Collected data:
▼

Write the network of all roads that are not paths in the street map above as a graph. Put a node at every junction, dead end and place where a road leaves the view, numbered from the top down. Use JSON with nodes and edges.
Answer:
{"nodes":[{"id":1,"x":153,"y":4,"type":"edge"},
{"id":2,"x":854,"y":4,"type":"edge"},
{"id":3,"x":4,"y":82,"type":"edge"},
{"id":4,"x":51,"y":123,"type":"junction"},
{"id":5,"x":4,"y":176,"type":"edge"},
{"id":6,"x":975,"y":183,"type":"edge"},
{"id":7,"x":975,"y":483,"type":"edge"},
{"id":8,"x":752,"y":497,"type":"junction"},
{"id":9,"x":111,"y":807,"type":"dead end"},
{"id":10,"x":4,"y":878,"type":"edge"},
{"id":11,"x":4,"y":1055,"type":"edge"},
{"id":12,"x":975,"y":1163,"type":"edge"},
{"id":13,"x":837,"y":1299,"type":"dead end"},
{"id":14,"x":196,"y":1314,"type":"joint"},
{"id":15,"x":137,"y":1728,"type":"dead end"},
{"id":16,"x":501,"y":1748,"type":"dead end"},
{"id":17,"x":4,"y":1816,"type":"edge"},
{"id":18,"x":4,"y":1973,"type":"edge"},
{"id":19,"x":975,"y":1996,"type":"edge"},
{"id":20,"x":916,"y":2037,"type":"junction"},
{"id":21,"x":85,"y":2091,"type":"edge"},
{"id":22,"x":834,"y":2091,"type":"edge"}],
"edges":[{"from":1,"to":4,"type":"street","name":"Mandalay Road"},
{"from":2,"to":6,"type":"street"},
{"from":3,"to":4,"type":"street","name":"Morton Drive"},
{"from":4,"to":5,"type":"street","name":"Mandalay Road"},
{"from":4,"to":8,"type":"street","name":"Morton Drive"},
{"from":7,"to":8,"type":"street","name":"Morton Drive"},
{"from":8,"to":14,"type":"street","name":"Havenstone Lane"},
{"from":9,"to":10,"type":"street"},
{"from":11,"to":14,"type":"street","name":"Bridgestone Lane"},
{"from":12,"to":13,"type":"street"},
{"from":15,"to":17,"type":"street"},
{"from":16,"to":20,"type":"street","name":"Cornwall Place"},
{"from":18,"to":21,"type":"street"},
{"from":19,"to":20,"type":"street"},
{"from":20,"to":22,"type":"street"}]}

▲

Among the entries, copy every line containing the word "Drive".

{"from":3,"to":4,"type":"street","name":"Morton Drive"},
{"from":4,"to":8,"type":"street","name":"Morton Drive"},
{"from":7,"to":8,"type":"street","name":"Morton Drive"},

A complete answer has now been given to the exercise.